- _WORK REQUIRED_
Search each line below for "nodes", then return the lines where it appears.

──────── RECORDS SHOWN ────────

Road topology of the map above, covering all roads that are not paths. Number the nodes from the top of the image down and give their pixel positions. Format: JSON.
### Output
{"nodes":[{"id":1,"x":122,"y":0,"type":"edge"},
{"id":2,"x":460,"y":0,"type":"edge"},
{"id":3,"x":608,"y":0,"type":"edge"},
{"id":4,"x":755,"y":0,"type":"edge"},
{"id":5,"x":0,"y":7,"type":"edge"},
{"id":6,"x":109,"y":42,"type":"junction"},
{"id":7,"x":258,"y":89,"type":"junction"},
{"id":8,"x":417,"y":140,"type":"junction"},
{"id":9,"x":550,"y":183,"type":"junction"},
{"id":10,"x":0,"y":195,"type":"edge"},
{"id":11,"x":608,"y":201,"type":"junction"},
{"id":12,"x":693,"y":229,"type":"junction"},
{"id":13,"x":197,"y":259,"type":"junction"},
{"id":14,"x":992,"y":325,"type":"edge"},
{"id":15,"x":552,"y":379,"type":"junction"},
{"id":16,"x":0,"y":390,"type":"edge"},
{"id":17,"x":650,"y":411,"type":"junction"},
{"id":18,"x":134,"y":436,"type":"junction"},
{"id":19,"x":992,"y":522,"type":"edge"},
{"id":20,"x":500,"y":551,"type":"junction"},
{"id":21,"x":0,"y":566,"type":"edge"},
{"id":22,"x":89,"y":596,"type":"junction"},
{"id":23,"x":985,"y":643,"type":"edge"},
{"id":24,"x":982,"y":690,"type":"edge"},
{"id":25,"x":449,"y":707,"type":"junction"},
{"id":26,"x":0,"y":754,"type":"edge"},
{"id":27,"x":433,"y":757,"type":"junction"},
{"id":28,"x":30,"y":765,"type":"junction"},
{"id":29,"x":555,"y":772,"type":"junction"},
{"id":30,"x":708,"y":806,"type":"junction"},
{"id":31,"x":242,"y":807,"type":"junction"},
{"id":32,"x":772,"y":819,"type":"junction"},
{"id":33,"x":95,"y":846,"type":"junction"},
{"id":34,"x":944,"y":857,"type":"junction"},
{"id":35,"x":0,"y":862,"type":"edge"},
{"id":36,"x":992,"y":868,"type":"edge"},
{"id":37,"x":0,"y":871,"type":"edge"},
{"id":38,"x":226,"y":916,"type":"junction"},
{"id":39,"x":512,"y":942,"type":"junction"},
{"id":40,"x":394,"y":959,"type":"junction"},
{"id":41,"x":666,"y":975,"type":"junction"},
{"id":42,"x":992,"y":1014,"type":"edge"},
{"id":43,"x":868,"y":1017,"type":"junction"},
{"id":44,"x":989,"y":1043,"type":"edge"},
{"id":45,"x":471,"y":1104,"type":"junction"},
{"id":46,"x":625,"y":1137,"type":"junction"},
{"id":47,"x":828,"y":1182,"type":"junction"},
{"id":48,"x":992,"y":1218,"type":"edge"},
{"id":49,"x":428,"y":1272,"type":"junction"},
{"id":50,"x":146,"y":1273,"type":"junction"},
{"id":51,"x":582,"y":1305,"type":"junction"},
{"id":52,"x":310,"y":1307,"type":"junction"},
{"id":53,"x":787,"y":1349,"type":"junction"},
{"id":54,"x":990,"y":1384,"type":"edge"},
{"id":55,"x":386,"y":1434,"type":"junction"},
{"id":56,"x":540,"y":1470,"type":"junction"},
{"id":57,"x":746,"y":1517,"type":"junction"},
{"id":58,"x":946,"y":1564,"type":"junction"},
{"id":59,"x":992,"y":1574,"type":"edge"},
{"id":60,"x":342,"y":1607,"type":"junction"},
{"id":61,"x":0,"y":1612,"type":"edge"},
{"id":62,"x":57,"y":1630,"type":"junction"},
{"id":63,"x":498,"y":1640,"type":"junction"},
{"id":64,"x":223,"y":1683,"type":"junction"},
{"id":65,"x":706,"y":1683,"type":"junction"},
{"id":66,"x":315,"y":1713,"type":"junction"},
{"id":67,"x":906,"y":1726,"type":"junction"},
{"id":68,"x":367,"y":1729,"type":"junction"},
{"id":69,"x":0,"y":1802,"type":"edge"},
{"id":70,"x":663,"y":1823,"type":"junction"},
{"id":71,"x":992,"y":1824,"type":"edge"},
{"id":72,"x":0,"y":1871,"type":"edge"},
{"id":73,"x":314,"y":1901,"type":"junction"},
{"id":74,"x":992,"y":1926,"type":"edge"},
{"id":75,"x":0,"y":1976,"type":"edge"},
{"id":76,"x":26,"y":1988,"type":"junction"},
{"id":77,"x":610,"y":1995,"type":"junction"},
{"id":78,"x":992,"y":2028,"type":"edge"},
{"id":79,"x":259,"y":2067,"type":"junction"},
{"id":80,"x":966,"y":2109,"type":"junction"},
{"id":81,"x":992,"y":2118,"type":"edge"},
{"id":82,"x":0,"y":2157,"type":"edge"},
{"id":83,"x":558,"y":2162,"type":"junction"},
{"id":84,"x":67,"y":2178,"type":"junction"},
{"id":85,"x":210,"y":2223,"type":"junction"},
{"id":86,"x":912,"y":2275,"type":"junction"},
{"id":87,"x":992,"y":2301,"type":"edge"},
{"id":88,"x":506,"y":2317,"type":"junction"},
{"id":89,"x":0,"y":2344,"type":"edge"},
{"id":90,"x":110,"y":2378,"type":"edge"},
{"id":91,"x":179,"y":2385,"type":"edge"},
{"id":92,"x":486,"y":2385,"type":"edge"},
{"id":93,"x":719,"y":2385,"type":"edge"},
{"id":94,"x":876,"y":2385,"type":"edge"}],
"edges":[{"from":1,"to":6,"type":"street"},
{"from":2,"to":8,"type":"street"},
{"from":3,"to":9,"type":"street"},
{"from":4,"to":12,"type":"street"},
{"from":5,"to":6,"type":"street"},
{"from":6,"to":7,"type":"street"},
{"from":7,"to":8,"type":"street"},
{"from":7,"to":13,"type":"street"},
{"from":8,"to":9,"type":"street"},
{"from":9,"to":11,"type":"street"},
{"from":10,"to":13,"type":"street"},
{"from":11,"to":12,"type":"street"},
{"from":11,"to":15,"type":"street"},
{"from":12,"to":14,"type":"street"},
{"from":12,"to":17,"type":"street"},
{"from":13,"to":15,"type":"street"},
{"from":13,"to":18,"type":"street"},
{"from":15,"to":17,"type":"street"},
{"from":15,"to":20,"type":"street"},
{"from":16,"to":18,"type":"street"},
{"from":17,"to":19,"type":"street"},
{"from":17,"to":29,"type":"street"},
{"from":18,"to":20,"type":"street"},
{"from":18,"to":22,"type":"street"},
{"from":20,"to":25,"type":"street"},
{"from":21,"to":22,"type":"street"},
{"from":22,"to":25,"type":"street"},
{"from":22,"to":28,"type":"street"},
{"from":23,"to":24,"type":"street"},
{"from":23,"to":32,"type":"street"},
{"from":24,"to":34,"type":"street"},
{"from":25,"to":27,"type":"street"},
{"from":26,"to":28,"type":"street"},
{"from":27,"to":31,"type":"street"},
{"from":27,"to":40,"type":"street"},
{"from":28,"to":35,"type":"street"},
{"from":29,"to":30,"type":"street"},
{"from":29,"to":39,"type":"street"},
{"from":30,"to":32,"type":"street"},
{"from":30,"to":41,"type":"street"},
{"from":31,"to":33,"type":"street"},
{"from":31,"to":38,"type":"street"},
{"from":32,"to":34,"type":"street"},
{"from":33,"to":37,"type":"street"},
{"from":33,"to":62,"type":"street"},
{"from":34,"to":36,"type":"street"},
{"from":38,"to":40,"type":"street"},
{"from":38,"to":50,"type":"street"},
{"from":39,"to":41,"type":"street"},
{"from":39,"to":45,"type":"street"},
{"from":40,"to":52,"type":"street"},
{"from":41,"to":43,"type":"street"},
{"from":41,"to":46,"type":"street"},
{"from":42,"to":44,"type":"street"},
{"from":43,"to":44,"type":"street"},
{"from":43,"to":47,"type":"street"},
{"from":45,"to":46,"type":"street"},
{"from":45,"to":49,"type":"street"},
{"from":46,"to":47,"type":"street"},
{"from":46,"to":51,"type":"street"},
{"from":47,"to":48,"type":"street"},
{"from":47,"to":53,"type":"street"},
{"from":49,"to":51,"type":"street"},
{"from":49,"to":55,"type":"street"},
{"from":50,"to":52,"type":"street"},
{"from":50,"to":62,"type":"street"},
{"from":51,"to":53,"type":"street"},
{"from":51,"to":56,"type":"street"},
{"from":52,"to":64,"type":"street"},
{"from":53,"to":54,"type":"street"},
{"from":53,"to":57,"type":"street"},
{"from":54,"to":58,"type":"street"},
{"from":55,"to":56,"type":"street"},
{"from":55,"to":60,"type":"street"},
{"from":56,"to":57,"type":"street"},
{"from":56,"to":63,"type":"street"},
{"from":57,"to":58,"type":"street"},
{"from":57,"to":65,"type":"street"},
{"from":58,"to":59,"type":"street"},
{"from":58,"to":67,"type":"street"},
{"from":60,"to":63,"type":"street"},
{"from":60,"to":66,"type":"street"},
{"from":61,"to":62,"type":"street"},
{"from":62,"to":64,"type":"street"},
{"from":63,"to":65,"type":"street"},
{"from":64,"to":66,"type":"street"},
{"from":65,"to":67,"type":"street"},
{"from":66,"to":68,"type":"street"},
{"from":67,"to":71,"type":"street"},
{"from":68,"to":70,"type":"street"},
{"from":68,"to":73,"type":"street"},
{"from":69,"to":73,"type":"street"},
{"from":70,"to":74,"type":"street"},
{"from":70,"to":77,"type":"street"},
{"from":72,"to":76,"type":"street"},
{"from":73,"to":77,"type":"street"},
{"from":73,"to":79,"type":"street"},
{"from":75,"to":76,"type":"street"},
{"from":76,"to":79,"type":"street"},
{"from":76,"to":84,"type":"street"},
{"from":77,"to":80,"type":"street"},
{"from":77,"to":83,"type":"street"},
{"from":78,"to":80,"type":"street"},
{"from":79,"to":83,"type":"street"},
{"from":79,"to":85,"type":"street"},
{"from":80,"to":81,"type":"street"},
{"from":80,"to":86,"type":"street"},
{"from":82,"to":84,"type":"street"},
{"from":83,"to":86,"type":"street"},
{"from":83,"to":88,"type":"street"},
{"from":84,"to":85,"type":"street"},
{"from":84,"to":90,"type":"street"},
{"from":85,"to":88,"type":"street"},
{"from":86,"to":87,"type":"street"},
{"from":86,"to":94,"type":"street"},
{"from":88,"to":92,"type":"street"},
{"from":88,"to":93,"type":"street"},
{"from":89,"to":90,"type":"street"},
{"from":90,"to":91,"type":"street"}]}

────────

- _TASK OUTPUT_
Road topology of the map above, covering all roads that are not paths. Number the nodes from the top of the image down and give their pixel positions. Format: JSON.
{"nodes":[{"id":1,"x":122,"y":0,"type":"edge"},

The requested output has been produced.